Without doubts, the presence of Virtual Reality has lately changed and significantly impacted on the previous technological aspects, providing a powerful, easy and intuitive form of human-computer connection. The simulated environment can now be manipulated and watched by the user the very same way they act in actual world, with no need of learning how the whole user interface operates (Rheingold, 1991). A number of applications were since advanced relatively quicker. This VR technology is applied is numerous aspects until today.
Data and architectural visualization is one of its areas of application. Unlike desktop computers preloaded with simple interface devices and visualization packages, VR has provided not only solution to the presentation and analysis of data, but also a more in-built way of interaction. Another vital application of VR is seen in modeling, designing and planning, where it makes it possible to visualize in real-space and real-time what the modeled piece will look like, e.g. the ability of interior designers to visualize sketches of their designs before actually creating them. In education and training, VR has been applied widely too, including aircraft flight trainings by civil companies, as its application has proved safer and lower than the real flight training in terms of operating costs. Its knowledge has also enhanced how students practicing medicine train on eye operations endosurgery and leg operations. Virtual baseball coach is another example of potential usage of virtual reality in training.VR has found its place in the entertainment industry, with vendors of video games, e.g. Nintendo and SEGA now selling VR games, not forgetting the presence of cost-effective PC-based VR devices like Mattel PowerGlove, i-glasses and Insidetrak. In terms of cooperative working, VR has made it possible to create and share virtual environments which in turn have ensured the remote users collaborate with ease. Finally, teleoperating and telescoping have been assisted a big deal by virtual reality because people use VR user interfaces when operating in remote environments (Ryan, 2001).
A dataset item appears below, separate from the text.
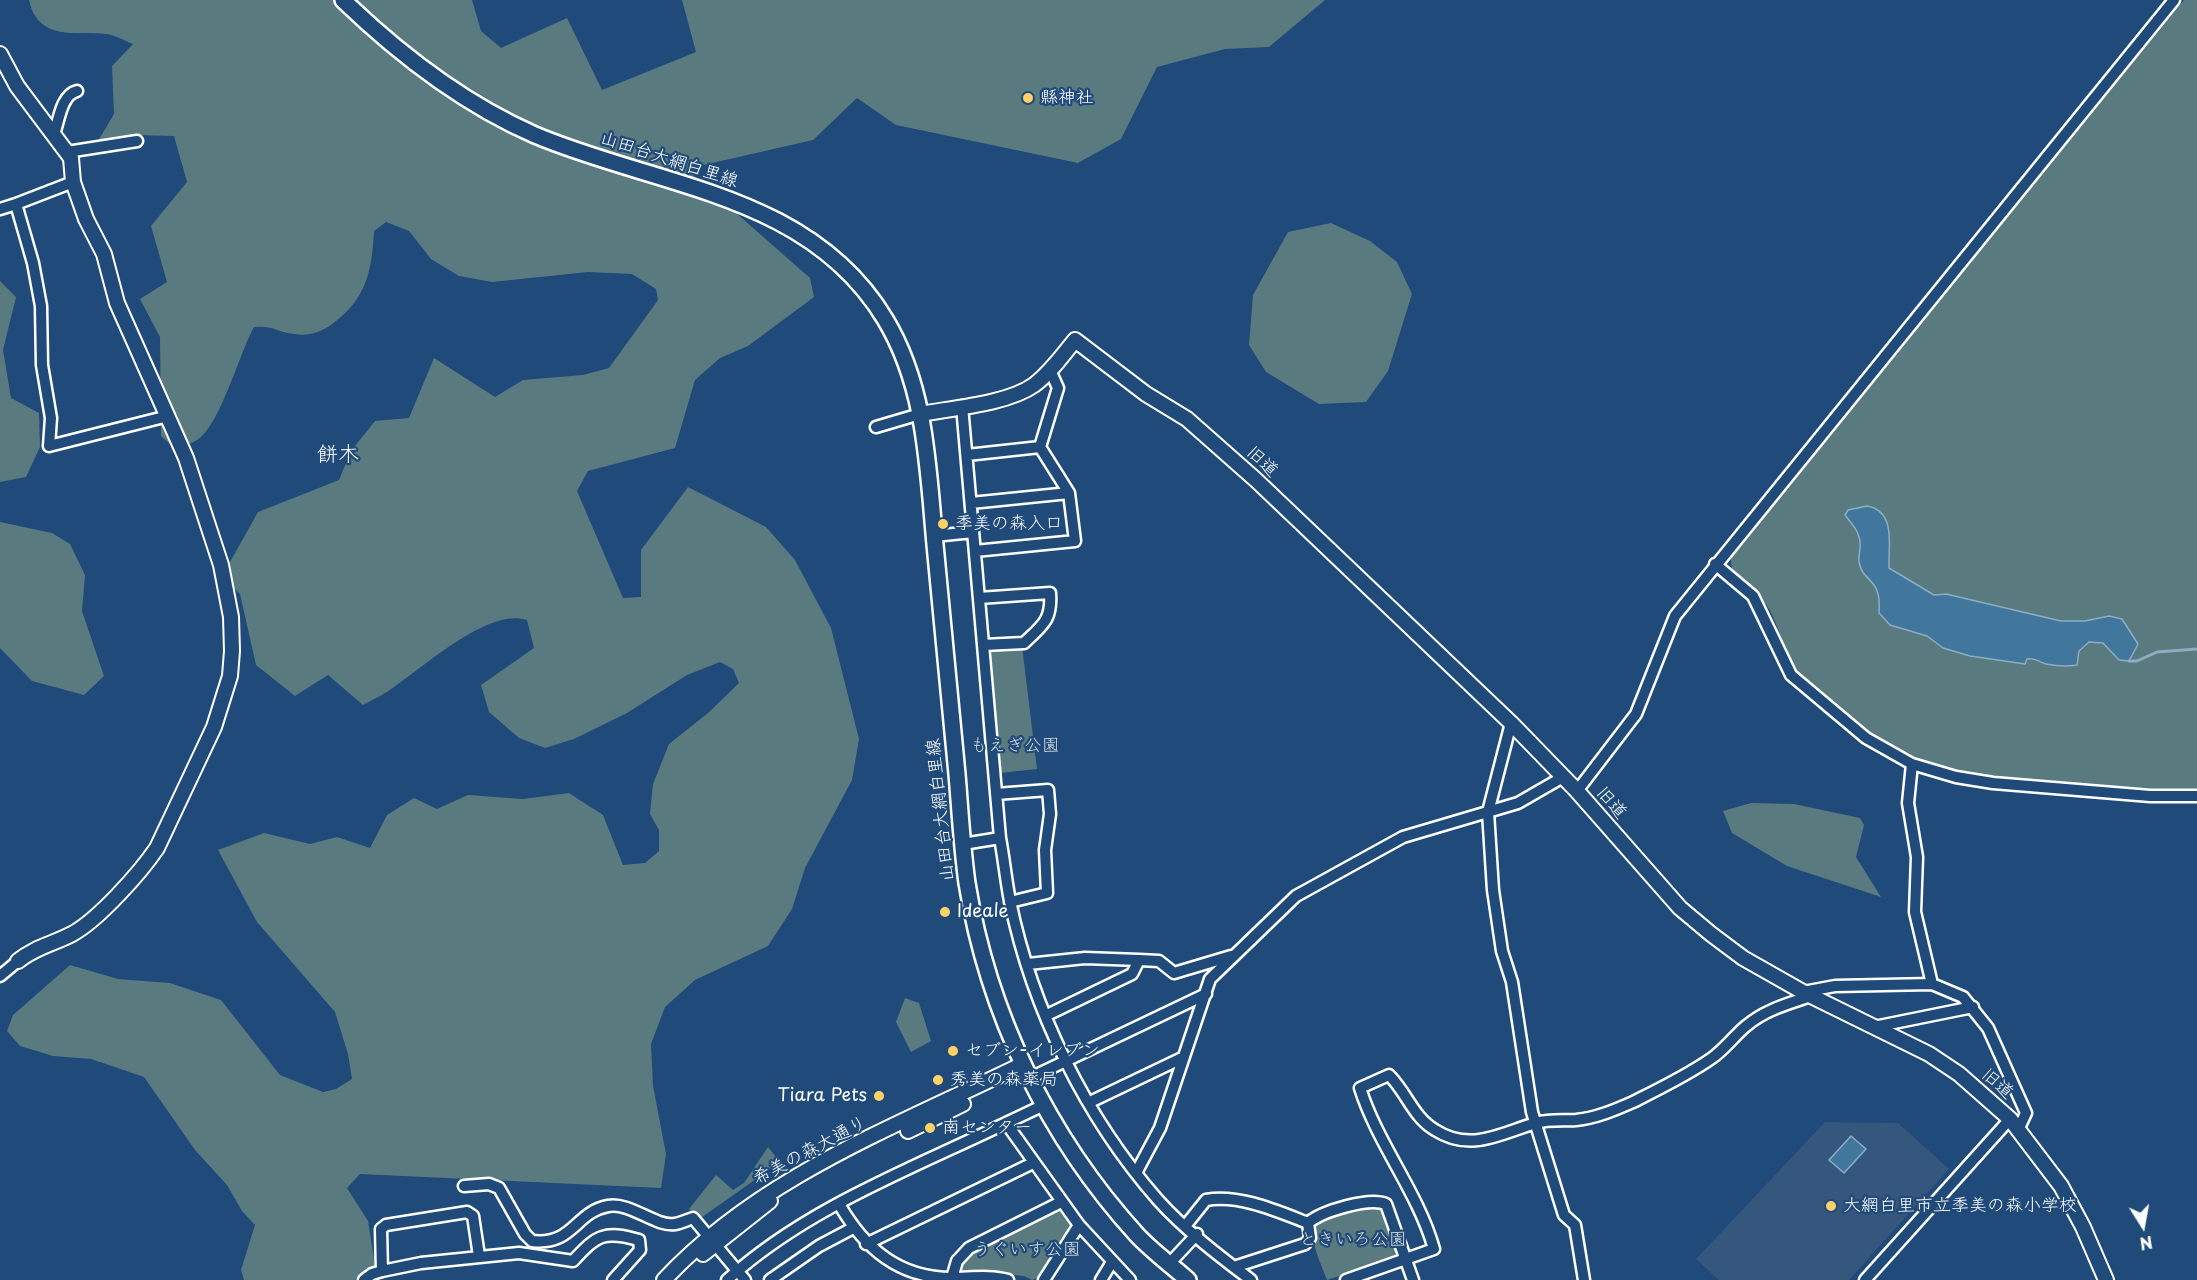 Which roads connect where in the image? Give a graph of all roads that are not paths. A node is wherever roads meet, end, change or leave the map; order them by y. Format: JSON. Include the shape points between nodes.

In summary, Virtual Reality has gained an overwhelming demand and application, as it has been seen to better and simplify most of the technologies along its scope. It has tried, and somehow managed to enhance the connection of humans and computer world, users being able to not only see, but also get linked to the real world using the VR technology and devices that have, and are still getting more advanced. This means that with time, this virtual connection will increase and more reality feel will be experienced due to the increasing sophistication of virtual reality ideas and technology as a whole.
Burdea, G., & Coiffet, P. (2003). Virtual reality technology. Presence: Teleoperators and virtual environments, 12(6), 663-664.
Rheingold, H. (1991). Virtual Reality: Exploring the Brave New Technologies. Simon & Schuster Adult Publishing Group.
Ryan, M. L. (2001). Narrative as virtual reality: Immersion and interactivity in literature and electronic media. Johns Hopkins University Press.
Steuer, J. (1992). Defining virtual reality: Dimensions determining telepresence. Journal of communication, 42(4), 73-93.